Last week the Enterprise Connect trade show was held in Orlando, Florida. The show is the collaboration industry’s largest event and because of that, there were dozens of vendors that issued press releases touting the latest and greatest innovations in the market.
One announcement that I thought flew under the radar was Cisco’s intent to acquire privately held Synata. Jim Duffy wrote a short article covering the news but the importance of this acquisition hasn’t been discussed.
Explaining what Syanta does is fairly simple. It lets user search encrypted files and messages, even if they’re stored in cloud storage drives. Cisco will use this technology to enhance its team-messaging product, Cisco Spark.
There are currently about a dozen or so of these products on the market including high flying Slack, HipChat (acquired by Atlassian), Glip (acquired by RingCentral), Circuit from Unify and at Enterprise Connect Avaya took the covers off of Zang Spaces and Mitel was showing off of MiTeam.
The value proposition of all of these applications is to find a better tool for sharing information for team collaboration than by using e-mail. Most of the products also let you do some form of real-time communications, such as voice and video. It’s hard to understand the value of something like Spark without using it and in mid 2015 I authored this post using myself as an example.
With respect to Spark specifically, one of its competitive differentiators is the integrated security. Cisco is the market leader in IT security and applied its expertise to Spark. All messages and documents stored in Spark are encrypted. This is a mandatory feature for heavily regulated verticals such as healthcare and financial services. For example, a doctor may want to use Spark to share patient information with other specialists, but if the data gets breached, it could cause a privacy violation. Another example could be a CEO and CFO from a publicly traded company sharing financial information for an upcoming quarterly earnings call. A breach there could have serious implications, even jail time for the executives.
However, encryption is a double-edge sword. It’s great that no one can see the data but that also means it’s not searchable. One of my concerns with the entire team messaging market is that while it is indeed cutting down the number of emails being sent, it is doing so by moving the messaging to another platform, like Spark. Once a user has hundreds or even thousands of Spark “rooms”, how can a worker find content without being able to conduct a search?
Synata fixes that problem. At Enterprise Connect I talked with some users of Spark and the news of the Synata acquisition was very well received as the inability to search on the content itself was starting to cause some frustration. Spark is still relatively new and the novelty of it will keep people using it in the short term. As the utilization of the product grows and businesses become more reliant on the tool, it must be enterprise grade and that means having the content be secured but also searchable.

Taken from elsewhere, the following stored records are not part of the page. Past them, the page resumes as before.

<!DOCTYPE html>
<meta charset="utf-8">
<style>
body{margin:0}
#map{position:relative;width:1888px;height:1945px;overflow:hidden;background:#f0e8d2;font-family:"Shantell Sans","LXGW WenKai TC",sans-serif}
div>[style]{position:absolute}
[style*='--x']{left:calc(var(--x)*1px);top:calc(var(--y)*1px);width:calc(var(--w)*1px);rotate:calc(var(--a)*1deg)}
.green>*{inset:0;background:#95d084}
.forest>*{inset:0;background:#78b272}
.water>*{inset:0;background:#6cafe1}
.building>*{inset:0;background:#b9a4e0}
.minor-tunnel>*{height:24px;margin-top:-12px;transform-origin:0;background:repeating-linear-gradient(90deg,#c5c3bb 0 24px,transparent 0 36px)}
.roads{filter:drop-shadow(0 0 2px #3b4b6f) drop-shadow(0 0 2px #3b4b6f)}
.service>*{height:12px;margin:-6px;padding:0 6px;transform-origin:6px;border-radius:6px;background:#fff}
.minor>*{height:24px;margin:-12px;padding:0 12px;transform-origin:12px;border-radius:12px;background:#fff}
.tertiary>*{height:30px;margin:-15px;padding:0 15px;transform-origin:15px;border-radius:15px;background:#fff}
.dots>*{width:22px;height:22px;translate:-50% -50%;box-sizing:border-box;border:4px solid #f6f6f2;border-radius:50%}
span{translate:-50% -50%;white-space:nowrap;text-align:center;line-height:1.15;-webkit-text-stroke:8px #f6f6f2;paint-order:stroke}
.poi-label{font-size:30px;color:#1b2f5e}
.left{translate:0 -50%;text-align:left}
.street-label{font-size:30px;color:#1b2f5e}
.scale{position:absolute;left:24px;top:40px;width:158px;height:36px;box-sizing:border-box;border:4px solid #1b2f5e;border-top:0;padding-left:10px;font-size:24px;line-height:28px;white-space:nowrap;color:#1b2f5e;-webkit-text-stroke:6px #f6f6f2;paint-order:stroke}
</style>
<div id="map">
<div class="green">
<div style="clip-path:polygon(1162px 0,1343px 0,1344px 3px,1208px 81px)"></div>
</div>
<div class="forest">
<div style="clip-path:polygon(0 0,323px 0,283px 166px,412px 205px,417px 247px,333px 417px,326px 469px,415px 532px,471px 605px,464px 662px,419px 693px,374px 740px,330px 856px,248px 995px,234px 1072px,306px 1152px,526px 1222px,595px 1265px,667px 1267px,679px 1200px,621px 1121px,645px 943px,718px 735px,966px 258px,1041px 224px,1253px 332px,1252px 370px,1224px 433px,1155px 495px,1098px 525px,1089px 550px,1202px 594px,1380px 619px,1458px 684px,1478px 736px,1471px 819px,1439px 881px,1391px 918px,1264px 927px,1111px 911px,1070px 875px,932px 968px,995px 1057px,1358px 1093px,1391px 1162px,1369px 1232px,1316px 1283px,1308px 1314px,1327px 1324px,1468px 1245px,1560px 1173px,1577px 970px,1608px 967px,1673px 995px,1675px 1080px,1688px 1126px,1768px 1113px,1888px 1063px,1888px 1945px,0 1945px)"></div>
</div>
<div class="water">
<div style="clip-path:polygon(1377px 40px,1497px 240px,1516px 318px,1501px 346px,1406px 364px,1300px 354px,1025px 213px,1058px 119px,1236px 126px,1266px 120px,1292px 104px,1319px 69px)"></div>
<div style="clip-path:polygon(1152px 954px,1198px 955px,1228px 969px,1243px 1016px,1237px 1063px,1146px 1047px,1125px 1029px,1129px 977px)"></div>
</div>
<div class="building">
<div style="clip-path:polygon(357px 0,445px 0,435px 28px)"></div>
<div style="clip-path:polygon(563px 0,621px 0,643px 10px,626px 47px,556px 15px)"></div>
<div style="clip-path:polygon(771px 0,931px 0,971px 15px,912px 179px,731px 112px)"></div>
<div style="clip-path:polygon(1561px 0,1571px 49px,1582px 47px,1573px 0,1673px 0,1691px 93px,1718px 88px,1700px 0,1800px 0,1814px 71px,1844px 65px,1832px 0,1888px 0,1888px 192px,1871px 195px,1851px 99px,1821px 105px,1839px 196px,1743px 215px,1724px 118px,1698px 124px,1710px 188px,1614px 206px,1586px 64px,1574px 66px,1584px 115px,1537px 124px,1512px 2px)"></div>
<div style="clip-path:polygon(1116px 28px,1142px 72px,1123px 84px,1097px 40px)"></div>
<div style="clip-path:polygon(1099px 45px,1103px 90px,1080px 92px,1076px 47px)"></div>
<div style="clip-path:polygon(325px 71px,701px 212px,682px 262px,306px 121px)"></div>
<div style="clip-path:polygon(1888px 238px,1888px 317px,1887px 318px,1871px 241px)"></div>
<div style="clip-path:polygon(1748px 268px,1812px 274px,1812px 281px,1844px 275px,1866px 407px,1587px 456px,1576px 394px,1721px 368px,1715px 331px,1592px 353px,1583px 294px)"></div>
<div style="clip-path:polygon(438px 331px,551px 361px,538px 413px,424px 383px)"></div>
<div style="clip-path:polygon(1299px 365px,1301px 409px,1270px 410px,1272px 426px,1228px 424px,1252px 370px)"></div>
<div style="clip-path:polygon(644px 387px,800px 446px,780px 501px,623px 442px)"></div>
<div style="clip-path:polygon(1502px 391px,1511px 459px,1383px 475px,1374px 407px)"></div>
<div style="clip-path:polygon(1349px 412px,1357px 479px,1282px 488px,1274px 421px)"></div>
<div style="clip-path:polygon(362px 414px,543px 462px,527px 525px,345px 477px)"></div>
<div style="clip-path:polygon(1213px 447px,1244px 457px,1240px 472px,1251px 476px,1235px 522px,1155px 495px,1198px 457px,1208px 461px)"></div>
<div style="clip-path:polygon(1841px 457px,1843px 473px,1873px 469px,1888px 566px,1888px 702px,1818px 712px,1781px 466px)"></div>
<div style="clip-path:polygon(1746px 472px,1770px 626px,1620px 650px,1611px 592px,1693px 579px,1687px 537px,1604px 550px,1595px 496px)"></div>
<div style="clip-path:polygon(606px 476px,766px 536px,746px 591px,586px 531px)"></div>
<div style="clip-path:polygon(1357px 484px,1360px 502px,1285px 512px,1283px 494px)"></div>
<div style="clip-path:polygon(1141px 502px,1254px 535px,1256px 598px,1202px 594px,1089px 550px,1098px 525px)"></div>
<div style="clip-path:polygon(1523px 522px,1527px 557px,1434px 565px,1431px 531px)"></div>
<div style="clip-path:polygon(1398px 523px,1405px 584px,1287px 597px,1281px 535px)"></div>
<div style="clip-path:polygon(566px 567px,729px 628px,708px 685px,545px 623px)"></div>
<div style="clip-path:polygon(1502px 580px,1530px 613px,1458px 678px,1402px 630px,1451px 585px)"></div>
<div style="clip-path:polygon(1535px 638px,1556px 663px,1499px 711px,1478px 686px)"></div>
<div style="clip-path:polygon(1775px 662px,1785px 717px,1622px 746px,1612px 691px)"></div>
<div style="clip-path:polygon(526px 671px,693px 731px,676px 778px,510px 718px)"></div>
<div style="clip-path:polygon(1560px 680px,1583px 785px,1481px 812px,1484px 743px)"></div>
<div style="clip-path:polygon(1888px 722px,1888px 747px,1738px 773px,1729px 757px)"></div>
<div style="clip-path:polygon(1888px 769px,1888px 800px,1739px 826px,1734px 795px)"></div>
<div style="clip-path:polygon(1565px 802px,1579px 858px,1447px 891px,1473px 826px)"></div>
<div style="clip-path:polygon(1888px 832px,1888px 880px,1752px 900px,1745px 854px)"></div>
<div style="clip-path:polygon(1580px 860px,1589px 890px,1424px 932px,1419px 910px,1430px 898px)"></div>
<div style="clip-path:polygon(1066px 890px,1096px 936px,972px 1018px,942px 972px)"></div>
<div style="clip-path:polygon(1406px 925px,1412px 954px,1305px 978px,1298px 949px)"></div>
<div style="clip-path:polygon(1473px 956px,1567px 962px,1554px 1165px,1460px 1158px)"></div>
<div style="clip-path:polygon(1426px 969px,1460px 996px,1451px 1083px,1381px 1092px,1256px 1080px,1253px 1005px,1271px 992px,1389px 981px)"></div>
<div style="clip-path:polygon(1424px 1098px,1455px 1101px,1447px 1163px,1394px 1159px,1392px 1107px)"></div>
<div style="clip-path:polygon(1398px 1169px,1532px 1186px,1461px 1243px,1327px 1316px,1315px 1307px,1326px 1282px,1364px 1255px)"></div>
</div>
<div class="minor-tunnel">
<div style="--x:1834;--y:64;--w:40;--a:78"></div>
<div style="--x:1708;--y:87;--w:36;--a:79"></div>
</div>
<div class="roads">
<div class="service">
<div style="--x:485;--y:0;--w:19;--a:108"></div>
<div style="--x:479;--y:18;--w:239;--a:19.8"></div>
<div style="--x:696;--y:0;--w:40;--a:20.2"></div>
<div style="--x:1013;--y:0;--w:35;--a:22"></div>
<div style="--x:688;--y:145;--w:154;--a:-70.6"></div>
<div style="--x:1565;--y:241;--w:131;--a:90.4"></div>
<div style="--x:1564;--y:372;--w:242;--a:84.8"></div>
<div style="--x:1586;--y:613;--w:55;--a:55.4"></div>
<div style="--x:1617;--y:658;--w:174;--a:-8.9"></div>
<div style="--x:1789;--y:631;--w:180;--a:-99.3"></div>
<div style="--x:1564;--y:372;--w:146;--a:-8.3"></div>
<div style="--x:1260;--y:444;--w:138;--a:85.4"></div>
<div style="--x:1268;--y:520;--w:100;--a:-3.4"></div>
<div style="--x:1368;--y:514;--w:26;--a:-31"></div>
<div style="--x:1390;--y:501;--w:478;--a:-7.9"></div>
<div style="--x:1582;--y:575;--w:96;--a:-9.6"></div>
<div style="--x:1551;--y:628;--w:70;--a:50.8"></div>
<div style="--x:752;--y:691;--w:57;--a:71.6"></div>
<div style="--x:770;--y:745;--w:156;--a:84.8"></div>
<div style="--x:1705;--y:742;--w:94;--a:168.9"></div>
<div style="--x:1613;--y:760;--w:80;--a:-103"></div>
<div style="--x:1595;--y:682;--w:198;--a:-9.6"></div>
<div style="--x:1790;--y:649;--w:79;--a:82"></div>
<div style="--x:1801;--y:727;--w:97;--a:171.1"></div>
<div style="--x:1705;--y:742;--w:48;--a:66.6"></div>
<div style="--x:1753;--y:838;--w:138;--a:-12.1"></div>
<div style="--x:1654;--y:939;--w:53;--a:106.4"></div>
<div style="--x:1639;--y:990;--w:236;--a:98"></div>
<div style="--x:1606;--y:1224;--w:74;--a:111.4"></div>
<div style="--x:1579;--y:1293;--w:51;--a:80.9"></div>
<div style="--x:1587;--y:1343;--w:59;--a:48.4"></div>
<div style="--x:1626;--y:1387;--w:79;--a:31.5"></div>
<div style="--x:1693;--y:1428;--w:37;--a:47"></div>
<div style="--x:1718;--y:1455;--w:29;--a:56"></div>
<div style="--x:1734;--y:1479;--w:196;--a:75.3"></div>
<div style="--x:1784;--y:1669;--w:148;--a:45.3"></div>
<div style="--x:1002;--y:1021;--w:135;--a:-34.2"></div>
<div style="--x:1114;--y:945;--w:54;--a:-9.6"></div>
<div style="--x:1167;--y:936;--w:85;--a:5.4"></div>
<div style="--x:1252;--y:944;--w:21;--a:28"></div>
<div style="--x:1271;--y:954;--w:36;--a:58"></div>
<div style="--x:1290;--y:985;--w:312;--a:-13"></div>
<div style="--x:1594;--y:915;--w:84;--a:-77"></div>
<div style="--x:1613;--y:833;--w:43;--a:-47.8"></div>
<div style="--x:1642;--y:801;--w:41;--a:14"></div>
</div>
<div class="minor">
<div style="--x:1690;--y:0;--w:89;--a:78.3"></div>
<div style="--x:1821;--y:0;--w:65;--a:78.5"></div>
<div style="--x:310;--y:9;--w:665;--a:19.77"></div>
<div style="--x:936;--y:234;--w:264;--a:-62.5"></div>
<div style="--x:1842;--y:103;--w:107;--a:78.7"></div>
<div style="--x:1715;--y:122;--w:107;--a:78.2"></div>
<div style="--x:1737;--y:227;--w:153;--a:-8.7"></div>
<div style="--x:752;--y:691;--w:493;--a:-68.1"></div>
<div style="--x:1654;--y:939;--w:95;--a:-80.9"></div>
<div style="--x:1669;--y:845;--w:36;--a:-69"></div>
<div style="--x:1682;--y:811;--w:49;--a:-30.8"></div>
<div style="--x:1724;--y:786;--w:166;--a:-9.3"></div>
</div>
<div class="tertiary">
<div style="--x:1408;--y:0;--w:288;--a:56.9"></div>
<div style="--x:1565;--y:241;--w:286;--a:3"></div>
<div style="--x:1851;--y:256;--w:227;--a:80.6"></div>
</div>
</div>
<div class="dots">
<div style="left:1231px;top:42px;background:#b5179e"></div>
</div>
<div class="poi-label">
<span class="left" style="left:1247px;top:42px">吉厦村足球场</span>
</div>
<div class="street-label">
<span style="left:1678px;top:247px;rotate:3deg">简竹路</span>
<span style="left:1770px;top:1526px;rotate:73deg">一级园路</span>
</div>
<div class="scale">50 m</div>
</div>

Another feature that Synata brings is something called “graph search”, which indexes the connections users have made with each other while interacting with the platform. In this digital era, everyone wants more data to analyze. This feature could be particularly useful for line of business managers that want to correlate usage of Spark with productivity to help tweak processes or ensure workers are trained properly.
Cisco Spark is certainly a powerful tool enabling organizations to change the way they collaborate. Synata brings some required functionality to it required for businesses to scale the usage of it across an organization rather than just a departmental tool.